Monday, September 28, 2009

The Great Number Rumble

The Great Number Rumble is a fictional story about math. When the Director of Education in some non-specific town where a kid named Jeremy lives (the whole book is told from Jeremy's perspective) removes Math from the School Curriculum, the kids held a “yay-saying marathon”. Even the teachers happily ditched their math textbooks, expecting not to see them ever again. But Jeremy's friend Sam, a self-proclaimed mathnic, hated the math ban that the director of education, who's name, by the way is Mr. Lake, set up, so he sets out to prove to Mr. Lake that Math is fun, and also proves that math is everywhere in the doing of it. He covers all of the math in sports, art, music, nature, and more. Sam finally convinces Mr. Lake that math is fun, and then he lifts the ban. Cool, huh?

My favorite thing about this book was how many tricks Sam had up his sleeve. He seemed to have a way to get around everything Mr. Lake threw at him. Plus, I thought that math was integrated into almost everything, but I didn't know how.
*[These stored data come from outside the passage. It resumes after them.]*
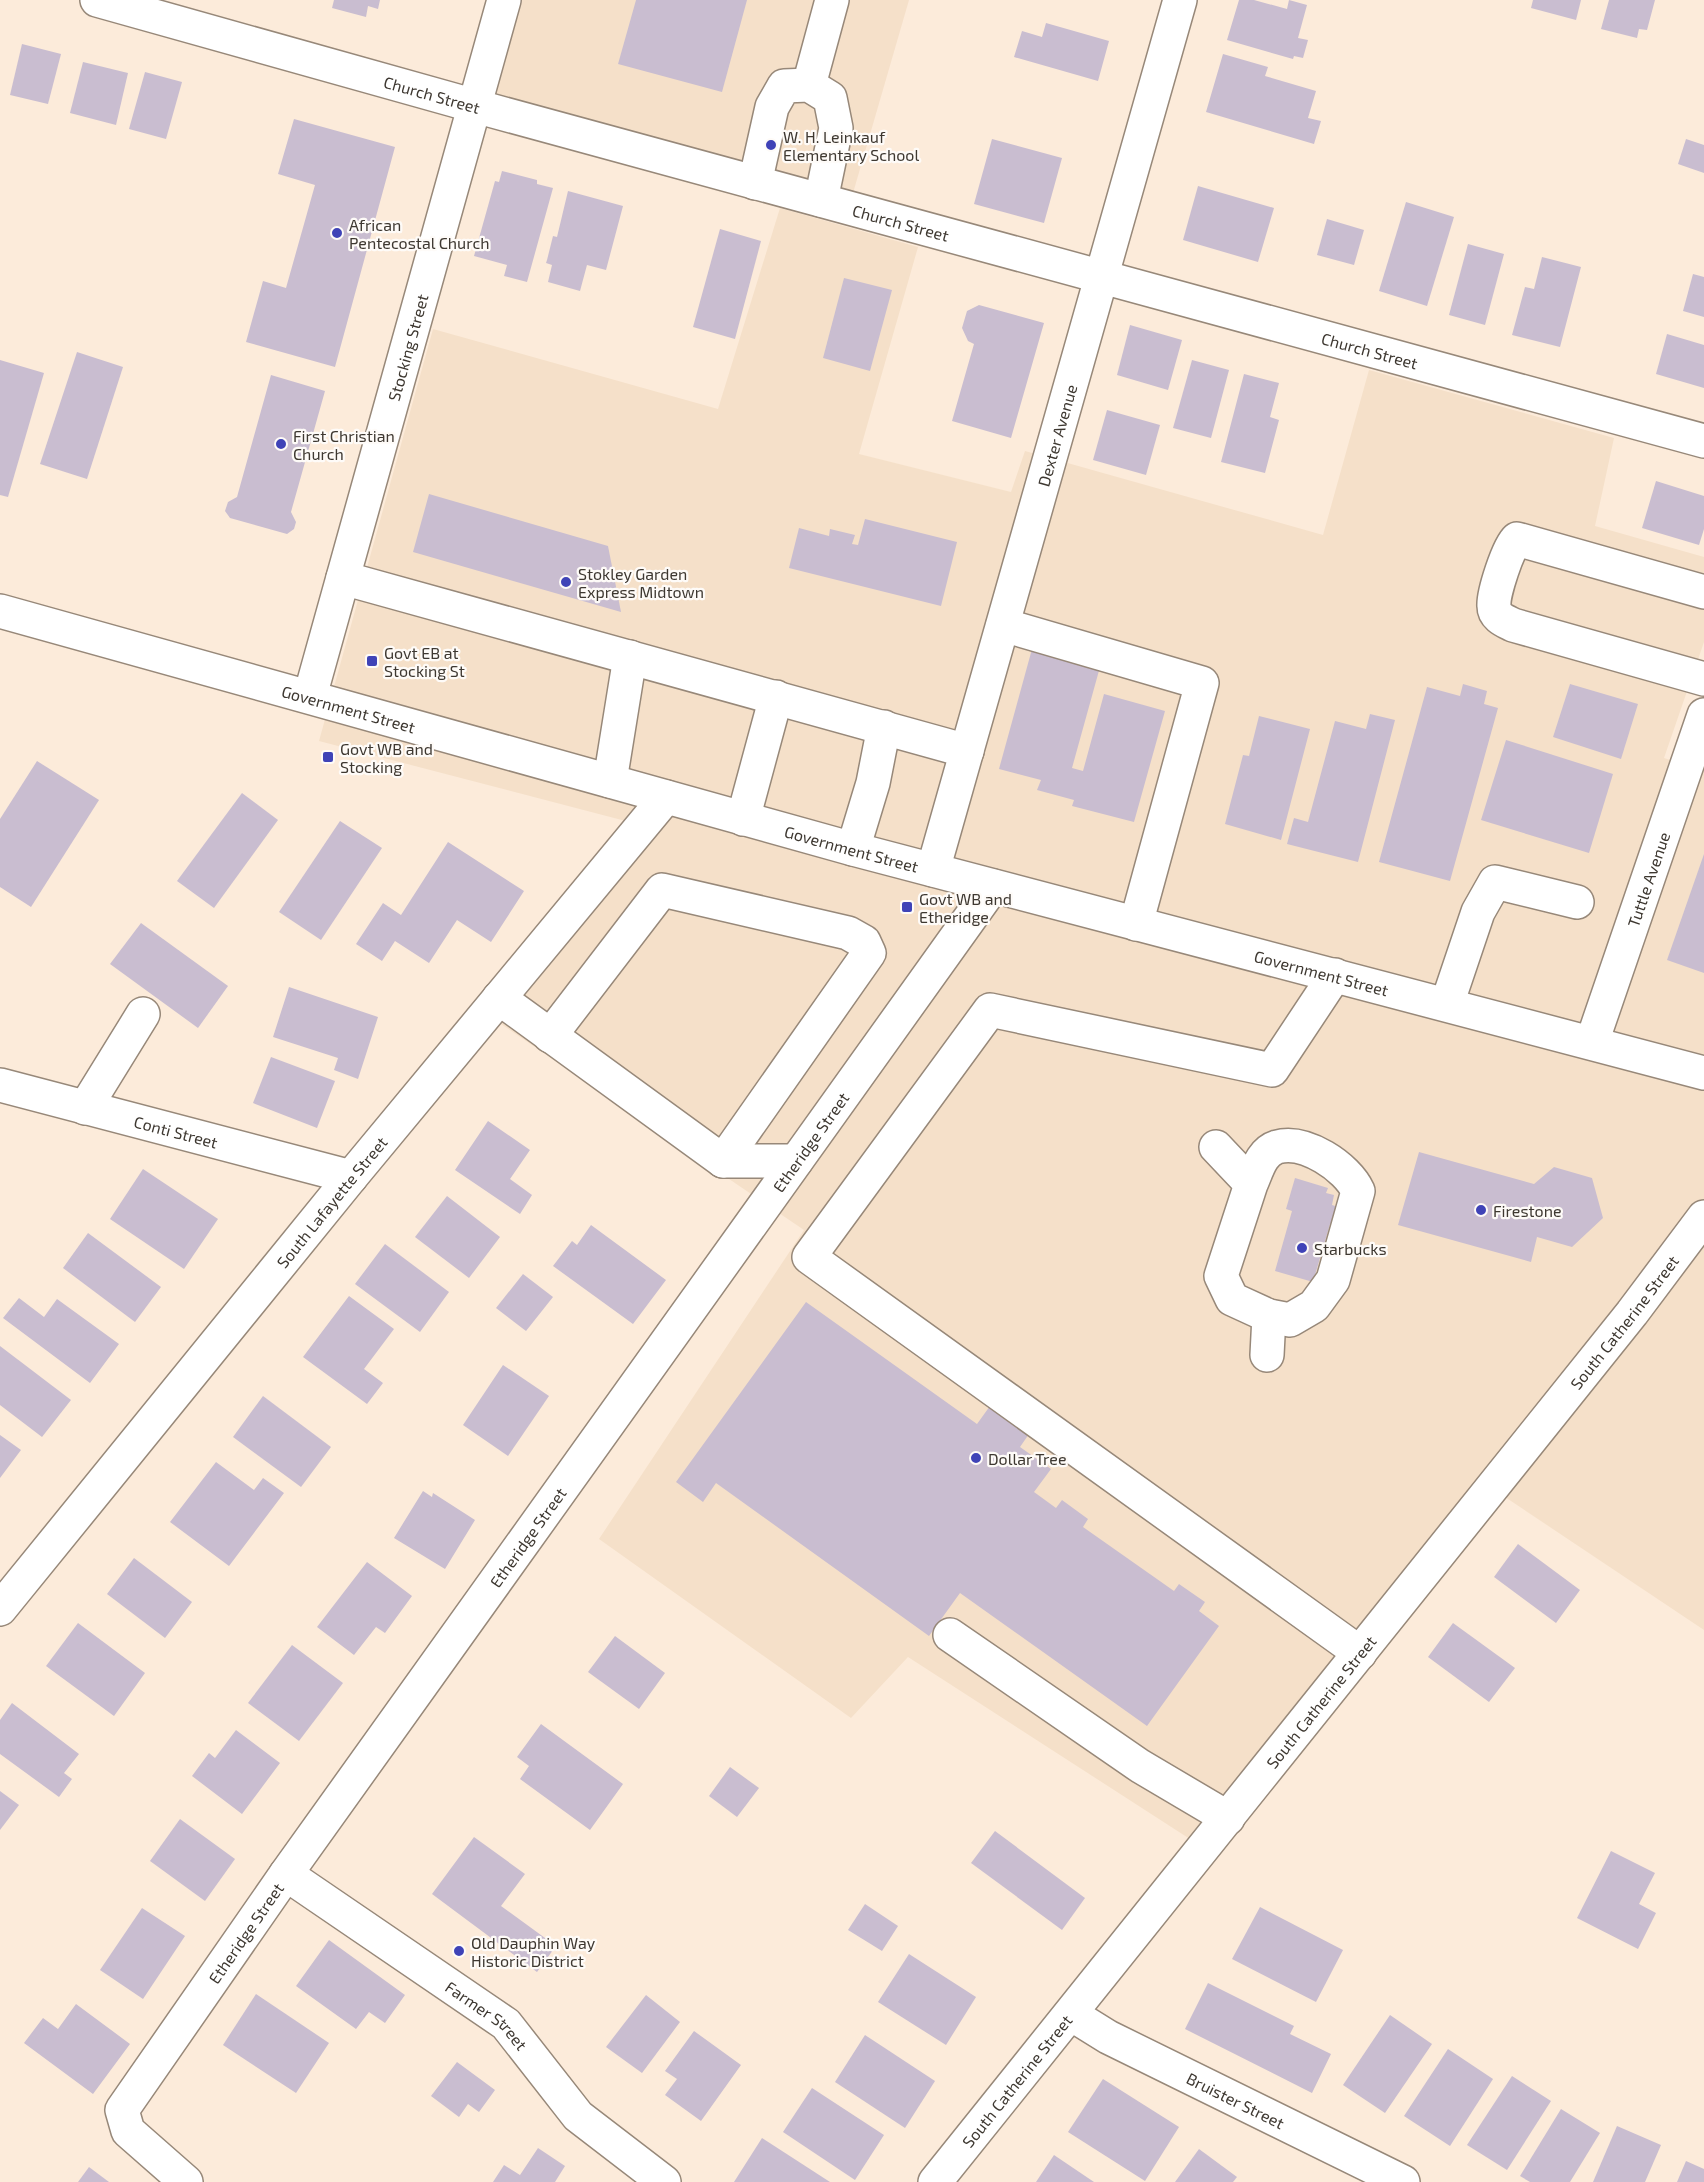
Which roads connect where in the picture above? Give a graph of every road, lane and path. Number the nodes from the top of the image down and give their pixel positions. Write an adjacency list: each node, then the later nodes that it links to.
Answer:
1 (98, 0): 6 (street, Church Street)
2 (504, 0): 6 (street, Stocking Street)
3 (832, 0): 5 (street)
4 (1180, 0): 9 (street, Dexter Avenue)
5 (809, 85): 7 (street); 8 (street)
6 (475, 106): 7 (street, Church Street); 11 (street, Stocking Street)
7 (755, 183): 8 (street, Church Street)
8 (821, 200): 9 (street, Church Street)
9 (1103, 278): 10 (street, Church Street); 14 (street, Dexter Avenue)
10 (1704, 441)
11 (343, 578): 15 (street); 17 (street, Stocking Street)
12 (1704, 592): 16 (street)
13 (0, 611): 17 (street, Government Street)
14 (1003, 625): 22 (street, Dexter Avenue); 30 (street)
15 (630, 657): 18 (street); 23 (street)
16 (1704, 680)
17 (310, 696): 23 (street, Government Street)
18 (776, 697): 20 (street); 25 (street)
19 (1704, 715): 21 (street, Tuttle Avenue)
20 (884, 727): 22 (street); 26 (street)
21 (1699, 747): 36 (street, Tuttle Avenue)
22 (967, 751): 27 (street, Dexter Avenue)
23 (610, 781): 24 (street, Government Street)
24 (666, 797): 25 (street, Government Street); 32 (street, South Lafayette Street)
25 (743, 819): 26 (street, Government Street)
26 (853, 849): 27 (street, Government Street)
27 (933, 870): 28 (street, Government Street)
28 (993, 886): 30 (street, Government Street); 42 (street, Etheridge Street)
29 (1577, 902): 33 (street)
30 (1136, 924): 31 (street, Government Street)
31 (1335, 975): 33 (street, Government Street); 50 (street)
32 (499, 999): 35 (street); 43 (street, South Lafayette Street)
33 (1447, 1004): 36 (street, Government Street)
34 (143, 1014): 39 (street)
35 (550, 1036): 41 (street); 41 (street)
36 (1592, 1042): 37 (street, Government Street)
37 (1704, 1073)
38 (0, 1085): 39 (street, Conti Street)
39 (84, 1108): 43 (street, Conti Street)
40 (1216, 1147): 44 (street)
41 (723, 1161): 42 (street)
42 (796, 1161): 52 (street, Etheridge Street)
43 (351, 1177): 48 (street, South Lafayette Street)
44 (1251, 1184): 46 (street); 46 (street)
45 (1704, 1217): 50 (street, South Catherine Street)
46 (1269, 1316): 47 (street)
47 (1267, 1355)
48 (0, 1610)
49 (950, 1635): 51 (street)
50 (1360, 1653): 51 (street, South Catherine Street)
51 (1228, 1818): 53 (street, South Catherine Street)
52 (286, 1874): 54 (street, Etheridge Street); 55 (street, Farmer Street)
53 (1071, 2014): 56 (street, South Catherine Street); 57 (street, Bruister Street)
54 (186, 2182)
55 (664, 2182)
56 (935, 2182)
57 (1403, 2182)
There's also some history of famous mathematicians in this book. My favorite one was probably Pythagoras and the order of Pythagoras. They tried to prove a mathematical universe, and got extremely close, but disaster struck when one of them discovered the square root of two, which is impossible to write in whole numbers (decimals weren't part of math then).

Saturday, September 19, 2009

Warriors: Into the Wild

Warriors is about four wild cat clans that seem more like societies to me. A human-pet cat named Rusty joins one of them which is called Thunderclan and takes the name Firepaw.

Let me explain something about the clans: the names of them are Thunderclan, with a leader named Bluestar (all leaders are given the name 'star' when they become leader). Thunderclan is perhaps my favorite one, just to tell you. The evil Shadowclan, which is really just evil because they have an evil leader who I think is pretty stupid--all he wants is power. His name is Brokenstar (broken the promise of being a good leader of course :\). Shadowclan is across a street from Thunderclan (they call the street the Thunder Path because they think the cars are monsters). Riverclan lives across a river from Thunderclan's forest; their leader is Crookedstar (because of his crooked jaw). And finally Windclan which is pretty much separate from all the other clans on a plateau near the Thunder Path and a farm. Their leader is Tallstar. Shadowclan drove them out so they aren't heard about much in this book.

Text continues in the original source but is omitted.